__WHAT YOU ARE ASKED TO DO__: Below are the records; locate each line with the word "junctions" and copy it.

__WORKING DATA__:
■ ■ ■ ■ ■
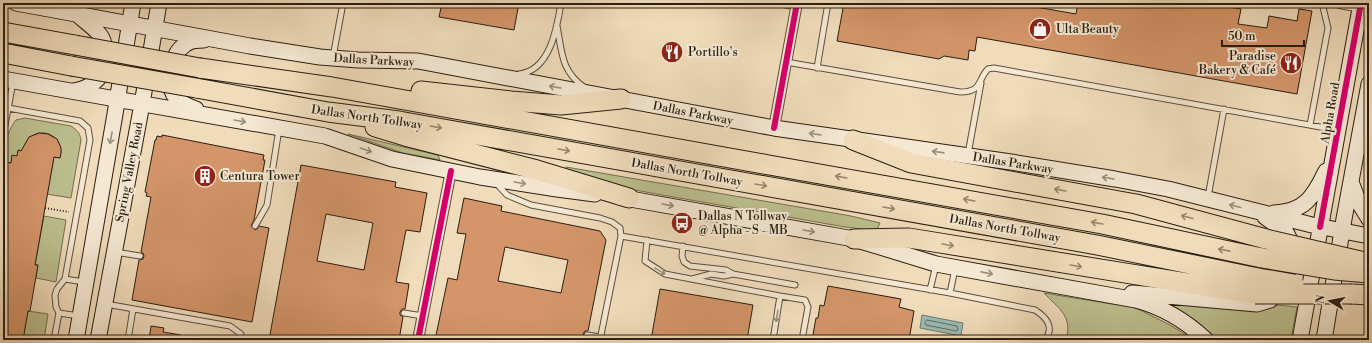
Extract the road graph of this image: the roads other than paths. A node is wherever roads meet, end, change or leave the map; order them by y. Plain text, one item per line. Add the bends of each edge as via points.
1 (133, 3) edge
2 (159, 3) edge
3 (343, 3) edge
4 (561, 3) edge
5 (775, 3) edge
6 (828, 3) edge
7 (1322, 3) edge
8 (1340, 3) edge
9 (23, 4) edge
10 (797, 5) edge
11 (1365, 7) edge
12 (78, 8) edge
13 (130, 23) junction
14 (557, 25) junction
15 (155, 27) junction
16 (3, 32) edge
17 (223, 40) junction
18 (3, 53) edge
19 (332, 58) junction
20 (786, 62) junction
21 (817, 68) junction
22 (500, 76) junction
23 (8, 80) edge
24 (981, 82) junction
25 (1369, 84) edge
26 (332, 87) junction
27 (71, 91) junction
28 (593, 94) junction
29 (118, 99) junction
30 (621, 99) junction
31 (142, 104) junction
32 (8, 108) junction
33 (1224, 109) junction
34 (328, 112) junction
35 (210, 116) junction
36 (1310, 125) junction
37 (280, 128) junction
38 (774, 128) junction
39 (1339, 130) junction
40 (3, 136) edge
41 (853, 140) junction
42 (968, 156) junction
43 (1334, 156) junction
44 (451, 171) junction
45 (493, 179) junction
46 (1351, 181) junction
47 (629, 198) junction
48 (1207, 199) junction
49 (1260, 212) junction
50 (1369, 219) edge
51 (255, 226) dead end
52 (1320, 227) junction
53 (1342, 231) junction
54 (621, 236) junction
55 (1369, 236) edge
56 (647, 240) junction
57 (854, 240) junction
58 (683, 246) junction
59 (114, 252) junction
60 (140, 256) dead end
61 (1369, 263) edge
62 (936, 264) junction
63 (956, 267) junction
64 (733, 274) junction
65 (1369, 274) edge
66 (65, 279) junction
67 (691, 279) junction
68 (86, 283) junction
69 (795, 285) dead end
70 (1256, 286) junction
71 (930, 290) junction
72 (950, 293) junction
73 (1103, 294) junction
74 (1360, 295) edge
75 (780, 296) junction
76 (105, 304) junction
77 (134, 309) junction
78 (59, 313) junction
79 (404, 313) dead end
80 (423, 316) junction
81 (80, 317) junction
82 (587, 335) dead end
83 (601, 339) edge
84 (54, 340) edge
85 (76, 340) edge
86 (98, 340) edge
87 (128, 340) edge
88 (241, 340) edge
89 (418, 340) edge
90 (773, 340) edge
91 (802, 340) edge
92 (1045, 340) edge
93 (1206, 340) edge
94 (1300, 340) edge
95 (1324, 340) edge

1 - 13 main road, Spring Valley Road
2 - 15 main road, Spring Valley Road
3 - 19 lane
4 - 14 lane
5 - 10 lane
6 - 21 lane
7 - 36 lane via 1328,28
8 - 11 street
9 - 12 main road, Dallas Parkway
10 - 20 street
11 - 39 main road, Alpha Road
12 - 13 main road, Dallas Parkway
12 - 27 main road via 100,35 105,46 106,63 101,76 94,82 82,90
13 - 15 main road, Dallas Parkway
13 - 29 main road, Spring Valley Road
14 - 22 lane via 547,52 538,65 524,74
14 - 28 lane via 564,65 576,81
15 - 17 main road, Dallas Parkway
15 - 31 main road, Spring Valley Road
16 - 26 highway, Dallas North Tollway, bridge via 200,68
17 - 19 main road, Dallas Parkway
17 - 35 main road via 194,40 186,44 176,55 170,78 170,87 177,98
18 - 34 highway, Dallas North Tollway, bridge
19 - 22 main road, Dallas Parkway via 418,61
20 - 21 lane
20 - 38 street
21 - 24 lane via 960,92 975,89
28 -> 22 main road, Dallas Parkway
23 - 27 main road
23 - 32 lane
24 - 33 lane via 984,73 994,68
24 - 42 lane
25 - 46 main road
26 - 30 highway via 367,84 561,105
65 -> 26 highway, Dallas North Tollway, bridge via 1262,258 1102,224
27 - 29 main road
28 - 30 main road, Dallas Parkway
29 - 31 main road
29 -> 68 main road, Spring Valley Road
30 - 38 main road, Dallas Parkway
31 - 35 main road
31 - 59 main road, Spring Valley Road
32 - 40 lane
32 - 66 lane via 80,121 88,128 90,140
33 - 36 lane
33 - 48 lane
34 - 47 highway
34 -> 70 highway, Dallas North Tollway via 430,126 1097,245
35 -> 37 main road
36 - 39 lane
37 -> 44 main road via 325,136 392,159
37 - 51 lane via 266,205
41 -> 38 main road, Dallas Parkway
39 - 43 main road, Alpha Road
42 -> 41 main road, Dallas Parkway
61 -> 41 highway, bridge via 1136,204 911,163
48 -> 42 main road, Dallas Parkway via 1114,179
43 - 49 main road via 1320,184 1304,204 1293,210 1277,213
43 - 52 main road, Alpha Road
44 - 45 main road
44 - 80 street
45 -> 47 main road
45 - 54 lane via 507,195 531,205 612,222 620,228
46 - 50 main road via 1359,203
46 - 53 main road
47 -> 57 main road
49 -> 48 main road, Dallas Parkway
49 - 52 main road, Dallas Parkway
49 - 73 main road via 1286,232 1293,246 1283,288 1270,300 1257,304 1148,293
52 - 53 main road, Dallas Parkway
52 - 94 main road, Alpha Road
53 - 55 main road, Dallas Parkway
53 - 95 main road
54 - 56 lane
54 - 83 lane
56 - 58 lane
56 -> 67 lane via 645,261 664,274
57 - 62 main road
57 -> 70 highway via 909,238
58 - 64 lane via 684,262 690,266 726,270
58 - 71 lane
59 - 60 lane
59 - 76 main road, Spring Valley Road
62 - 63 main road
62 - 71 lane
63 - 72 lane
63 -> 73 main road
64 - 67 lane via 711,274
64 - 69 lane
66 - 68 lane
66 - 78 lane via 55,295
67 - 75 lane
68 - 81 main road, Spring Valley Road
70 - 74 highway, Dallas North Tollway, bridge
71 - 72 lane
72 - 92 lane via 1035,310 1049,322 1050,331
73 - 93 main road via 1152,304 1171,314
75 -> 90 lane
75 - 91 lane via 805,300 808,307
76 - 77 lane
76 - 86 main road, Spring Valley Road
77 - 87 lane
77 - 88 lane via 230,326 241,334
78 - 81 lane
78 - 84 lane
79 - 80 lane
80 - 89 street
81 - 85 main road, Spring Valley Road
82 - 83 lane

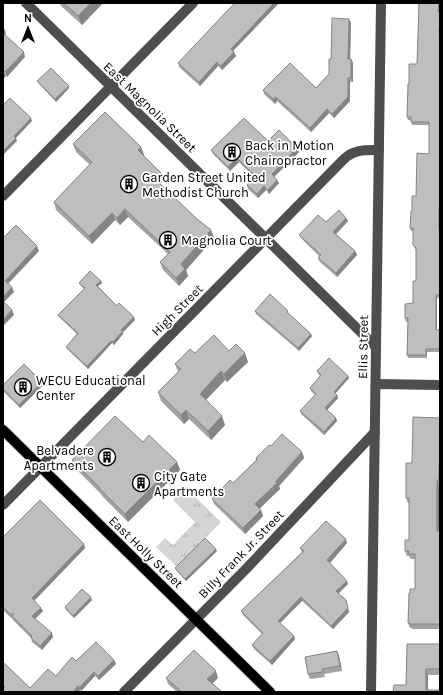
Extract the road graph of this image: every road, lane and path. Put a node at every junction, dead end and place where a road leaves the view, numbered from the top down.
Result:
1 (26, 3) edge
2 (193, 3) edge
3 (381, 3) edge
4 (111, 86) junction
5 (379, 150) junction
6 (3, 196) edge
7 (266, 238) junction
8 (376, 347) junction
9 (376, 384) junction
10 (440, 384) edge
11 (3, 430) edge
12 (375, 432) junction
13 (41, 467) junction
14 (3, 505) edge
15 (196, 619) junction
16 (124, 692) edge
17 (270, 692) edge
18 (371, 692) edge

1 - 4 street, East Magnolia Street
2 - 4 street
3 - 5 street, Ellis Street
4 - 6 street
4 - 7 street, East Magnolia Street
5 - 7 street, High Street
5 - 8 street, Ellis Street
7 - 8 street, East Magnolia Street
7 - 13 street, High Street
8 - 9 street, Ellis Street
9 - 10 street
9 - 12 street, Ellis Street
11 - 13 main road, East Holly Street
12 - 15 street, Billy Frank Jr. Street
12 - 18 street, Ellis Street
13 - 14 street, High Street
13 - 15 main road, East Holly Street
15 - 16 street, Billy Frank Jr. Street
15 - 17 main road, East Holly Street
■ ■ ■ ■ ■
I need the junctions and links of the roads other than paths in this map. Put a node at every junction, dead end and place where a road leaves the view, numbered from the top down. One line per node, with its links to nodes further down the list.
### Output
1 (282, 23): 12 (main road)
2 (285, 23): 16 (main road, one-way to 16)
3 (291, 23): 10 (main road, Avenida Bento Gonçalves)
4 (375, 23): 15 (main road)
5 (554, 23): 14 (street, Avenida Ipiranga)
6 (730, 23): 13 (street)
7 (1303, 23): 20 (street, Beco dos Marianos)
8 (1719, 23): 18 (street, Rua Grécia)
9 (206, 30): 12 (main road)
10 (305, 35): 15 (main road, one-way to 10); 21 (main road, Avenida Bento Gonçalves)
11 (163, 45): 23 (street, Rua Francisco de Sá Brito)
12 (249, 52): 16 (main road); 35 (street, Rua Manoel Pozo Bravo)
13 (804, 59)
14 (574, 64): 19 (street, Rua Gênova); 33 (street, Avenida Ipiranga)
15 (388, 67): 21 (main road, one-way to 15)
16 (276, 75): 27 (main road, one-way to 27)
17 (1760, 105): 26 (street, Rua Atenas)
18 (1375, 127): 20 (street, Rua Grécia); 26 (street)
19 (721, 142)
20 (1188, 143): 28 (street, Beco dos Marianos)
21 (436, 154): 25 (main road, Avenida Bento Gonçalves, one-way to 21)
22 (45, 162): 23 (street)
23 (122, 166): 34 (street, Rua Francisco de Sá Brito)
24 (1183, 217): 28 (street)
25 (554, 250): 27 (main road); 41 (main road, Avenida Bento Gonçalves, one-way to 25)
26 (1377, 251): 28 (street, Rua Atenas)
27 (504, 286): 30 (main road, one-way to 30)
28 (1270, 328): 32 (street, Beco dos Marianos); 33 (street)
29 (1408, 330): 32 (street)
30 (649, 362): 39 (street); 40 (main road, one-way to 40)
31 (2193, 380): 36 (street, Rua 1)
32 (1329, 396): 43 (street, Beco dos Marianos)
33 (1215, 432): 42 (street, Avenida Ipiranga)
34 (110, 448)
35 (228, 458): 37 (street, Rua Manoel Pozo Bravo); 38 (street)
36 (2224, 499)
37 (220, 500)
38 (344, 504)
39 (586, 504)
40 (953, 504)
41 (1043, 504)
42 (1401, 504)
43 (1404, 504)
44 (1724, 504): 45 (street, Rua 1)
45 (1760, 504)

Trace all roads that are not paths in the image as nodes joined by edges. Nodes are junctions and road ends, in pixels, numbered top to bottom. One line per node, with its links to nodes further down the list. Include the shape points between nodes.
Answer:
■ ■ ■ ■ ■
__RESPONSE BELOW__:
I need the junctions and links of the roads other than paths in this map. Put a node at every junction, dead end and place where a road leaves the view, numbered from the top down. One line per node, with its links to nodes further down the list.
Trace all roads that are not paths in the image as nodes joined by edges. Nodes are junctions and road ends, in pixels, numbered top to bottom. One line per node, with its links to nodes further down the list. Include the shape points between nodes.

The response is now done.